When did you last feel stressed? For most of us, it will have been incredibly recent – in the past 48 hours. But the good news is you don’t have to keep feeling this way...
You might be all too familiar with symptoms of stress, such as feeling foggy in your mind, tense muscles, difficulty going to sleep, waking up feeling tired, being preoccupied with worries about the future, nausea, digestion issues – the list goes on.
Stress can feel like a tricky cycle to break free from, as often the symptoms then add to our stress, and we feel worse. But the good news is there’s a simple way we can manage the impact of stress, and it’s all about planning.
A study by American psychologist Robert Epstein found that above all other techniques, planning is the most effective tool in living a happier and stress-free life – it helps us gain perspective, prioritise, and turn a daunting to-do list into manageable chunks.
As a calm and confidence coach, completing this simple planning tool or ‘safety plan’ is one of the first stages I take my clients through. It’s one of the most practical tools you can use, helping you to feel more in control of your life, motivating you to achieve your goals, and helping to maintain balance and calm.
Encouraging people to write down their goals, and considering potential barriers that could come up, offers a sense of security and confidence that when stressful things happen, you will be prepared for it, using this plan as an anchor back to a place of calm and stability. Here’s what to do:
1. What will help?
Ask yourself this question, and write down what might help you stick to this goal.
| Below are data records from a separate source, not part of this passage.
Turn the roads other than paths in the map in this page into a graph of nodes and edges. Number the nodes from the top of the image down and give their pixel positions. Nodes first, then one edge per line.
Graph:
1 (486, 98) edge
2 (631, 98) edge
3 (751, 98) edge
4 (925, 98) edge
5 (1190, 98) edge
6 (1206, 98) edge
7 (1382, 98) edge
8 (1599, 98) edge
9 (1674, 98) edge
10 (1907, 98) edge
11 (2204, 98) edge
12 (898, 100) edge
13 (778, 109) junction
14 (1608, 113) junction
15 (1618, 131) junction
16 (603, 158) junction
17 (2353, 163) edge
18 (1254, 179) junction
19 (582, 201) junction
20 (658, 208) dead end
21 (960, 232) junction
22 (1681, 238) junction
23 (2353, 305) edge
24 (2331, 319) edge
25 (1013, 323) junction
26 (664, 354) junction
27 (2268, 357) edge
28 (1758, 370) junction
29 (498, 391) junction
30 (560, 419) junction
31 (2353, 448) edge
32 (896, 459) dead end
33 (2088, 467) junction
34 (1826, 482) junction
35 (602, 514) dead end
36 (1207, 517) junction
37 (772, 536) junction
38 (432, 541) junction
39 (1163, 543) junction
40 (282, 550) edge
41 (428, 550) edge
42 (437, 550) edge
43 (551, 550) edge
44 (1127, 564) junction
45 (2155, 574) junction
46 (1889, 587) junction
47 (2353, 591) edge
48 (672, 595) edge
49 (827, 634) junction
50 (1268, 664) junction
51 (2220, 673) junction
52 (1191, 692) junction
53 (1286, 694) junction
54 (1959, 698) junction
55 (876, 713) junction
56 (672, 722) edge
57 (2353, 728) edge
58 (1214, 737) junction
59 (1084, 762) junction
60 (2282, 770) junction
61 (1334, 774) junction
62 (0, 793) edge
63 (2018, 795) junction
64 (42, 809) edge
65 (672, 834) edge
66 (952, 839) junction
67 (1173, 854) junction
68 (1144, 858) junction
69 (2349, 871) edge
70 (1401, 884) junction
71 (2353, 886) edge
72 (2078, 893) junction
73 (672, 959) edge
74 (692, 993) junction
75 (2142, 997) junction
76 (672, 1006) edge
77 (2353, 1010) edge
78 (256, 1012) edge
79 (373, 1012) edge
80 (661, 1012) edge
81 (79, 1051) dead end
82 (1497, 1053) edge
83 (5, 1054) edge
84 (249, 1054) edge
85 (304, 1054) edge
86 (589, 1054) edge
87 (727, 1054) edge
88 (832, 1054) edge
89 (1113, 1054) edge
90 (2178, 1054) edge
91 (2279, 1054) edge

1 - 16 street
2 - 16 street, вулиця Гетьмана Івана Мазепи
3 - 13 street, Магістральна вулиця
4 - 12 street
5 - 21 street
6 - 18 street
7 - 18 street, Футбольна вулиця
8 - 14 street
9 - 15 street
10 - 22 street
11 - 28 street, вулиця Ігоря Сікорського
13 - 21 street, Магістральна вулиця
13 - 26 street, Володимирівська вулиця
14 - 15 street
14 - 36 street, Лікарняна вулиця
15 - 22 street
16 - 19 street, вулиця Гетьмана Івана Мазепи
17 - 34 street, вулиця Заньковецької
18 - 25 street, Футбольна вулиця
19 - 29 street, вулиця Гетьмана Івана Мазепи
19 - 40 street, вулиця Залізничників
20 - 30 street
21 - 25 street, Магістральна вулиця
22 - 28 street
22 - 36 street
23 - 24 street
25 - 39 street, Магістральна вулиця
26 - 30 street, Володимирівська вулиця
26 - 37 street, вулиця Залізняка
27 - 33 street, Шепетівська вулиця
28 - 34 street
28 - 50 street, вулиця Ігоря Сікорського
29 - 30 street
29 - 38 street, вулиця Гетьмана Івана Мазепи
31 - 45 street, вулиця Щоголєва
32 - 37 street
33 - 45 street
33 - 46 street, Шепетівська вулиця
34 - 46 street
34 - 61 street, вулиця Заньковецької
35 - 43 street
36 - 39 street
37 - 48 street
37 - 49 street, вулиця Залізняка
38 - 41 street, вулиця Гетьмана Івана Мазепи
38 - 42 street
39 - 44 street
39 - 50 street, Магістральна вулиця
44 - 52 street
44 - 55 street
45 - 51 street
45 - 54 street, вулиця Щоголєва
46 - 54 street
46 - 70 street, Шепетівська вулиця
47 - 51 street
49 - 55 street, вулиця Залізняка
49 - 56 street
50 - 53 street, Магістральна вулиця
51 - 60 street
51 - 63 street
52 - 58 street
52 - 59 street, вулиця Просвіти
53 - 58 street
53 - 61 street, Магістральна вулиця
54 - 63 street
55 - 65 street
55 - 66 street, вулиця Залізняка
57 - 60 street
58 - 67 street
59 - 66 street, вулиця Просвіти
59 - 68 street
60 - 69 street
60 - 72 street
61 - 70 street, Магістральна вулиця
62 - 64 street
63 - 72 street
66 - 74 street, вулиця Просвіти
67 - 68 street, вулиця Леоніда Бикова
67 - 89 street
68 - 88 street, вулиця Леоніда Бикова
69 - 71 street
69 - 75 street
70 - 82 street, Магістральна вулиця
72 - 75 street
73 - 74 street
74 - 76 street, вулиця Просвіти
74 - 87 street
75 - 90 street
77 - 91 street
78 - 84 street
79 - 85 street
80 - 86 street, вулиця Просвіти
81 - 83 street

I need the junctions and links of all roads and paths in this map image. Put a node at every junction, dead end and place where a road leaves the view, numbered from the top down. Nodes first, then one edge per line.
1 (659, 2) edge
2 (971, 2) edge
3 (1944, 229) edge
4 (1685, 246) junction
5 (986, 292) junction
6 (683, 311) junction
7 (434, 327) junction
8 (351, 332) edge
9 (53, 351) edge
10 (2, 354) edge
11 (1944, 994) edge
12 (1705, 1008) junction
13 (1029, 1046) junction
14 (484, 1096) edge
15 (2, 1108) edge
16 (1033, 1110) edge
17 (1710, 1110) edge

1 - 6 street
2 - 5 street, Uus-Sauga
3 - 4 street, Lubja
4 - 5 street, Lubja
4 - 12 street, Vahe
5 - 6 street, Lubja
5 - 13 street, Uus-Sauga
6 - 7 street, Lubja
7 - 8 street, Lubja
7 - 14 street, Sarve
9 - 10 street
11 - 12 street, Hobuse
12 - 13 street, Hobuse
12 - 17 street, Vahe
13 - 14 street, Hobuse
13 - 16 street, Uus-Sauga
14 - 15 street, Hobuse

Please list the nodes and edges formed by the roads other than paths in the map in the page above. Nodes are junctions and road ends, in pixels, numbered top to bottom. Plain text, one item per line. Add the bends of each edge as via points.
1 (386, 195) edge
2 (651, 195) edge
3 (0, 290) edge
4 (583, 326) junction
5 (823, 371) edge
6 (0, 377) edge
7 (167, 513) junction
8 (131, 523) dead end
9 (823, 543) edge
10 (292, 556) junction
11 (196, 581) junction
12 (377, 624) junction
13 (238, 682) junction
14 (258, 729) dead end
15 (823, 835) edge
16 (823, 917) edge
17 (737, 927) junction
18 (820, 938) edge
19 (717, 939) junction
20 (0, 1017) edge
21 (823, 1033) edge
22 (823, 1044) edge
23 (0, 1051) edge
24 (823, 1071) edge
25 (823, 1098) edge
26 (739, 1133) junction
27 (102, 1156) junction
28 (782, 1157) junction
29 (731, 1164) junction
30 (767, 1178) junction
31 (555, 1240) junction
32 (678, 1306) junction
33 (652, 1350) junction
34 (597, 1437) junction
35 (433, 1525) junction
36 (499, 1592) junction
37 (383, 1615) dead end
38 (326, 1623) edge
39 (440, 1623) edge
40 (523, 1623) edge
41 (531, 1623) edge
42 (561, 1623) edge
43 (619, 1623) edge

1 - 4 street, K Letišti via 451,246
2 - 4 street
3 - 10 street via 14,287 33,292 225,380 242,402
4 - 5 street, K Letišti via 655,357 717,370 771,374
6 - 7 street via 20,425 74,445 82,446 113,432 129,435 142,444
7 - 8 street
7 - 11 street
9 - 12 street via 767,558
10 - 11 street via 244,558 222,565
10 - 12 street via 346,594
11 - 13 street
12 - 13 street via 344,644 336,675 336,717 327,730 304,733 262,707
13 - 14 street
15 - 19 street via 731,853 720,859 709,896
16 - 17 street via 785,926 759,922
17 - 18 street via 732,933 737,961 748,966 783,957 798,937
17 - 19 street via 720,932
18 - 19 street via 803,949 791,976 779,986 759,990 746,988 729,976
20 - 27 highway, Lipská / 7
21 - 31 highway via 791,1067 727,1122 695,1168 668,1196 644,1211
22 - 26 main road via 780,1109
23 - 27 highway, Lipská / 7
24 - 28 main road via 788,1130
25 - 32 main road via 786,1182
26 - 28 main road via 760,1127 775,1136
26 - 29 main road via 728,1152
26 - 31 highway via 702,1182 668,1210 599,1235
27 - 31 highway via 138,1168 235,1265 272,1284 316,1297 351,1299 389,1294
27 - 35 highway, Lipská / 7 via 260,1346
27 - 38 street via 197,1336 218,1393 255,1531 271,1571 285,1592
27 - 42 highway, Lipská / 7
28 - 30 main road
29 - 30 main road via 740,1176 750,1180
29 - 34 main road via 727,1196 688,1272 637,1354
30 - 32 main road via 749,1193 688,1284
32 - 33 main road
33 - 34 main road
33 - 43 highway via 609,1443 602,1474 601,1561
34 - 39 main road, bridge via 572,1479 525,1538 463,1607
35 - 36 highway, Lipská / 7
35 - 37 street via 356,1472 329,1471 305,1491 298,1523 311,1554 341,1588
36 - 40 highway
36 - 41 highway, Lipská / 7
For example: reading, taking a bath, yoga, talking to a friend.
When we are feeling stuck or overwhelmed, our brain isn’t as resourceful as usual. This can mean we struggle to find a way to get back on track, and can quickly lose sight of our goal. The simple way to get around this? Be prepared. Think in advance about what will help to motivate you.
2. Identify your goal
Think about what you want to work on, then flip it on its head and think about the positive behaviour you want to achieve. For example: I want to feel less stressed. Therefore my goal is to feel calm and relaxed.
Spending a few minutes physically writing down your goal forces you to clarify exactly what it is, and encourages it to become a reality, meaning you will take it more seriously. In most areas of our lives we have goals – physical health goals, career goals, life goals – which can help to anchor and motivate us. So applying that same simple technique to our mental wellbeing can have a similar effect.
3. If and then plan
Having all this written down can take the pressure off you having to think of coping strategies in the moment
Systematically work through those vulnerable times in your day, or potential barriers that might come up, and identify what positive behaviour you can use to ensure these situations don’t throw you off track. For example: if an argument happens at work, then I will go to my desk and listen to music for five minutes. If I start to overthink a situation, then I will distract myself by going for a walk.
Note: if you’re prone to catastrophising, this might not be the best method for you, unless you can really focus on the ‘then’ part. We’re all unique, and the most effective techniques might vary for individuals.
The course of life never did run smooth, but remember the more we prepare ourselves, the less impact these situations will have on our mood. Having all this written down can take the pressure off you having to think of coping strategies in the moment when your mind is most vulnerable.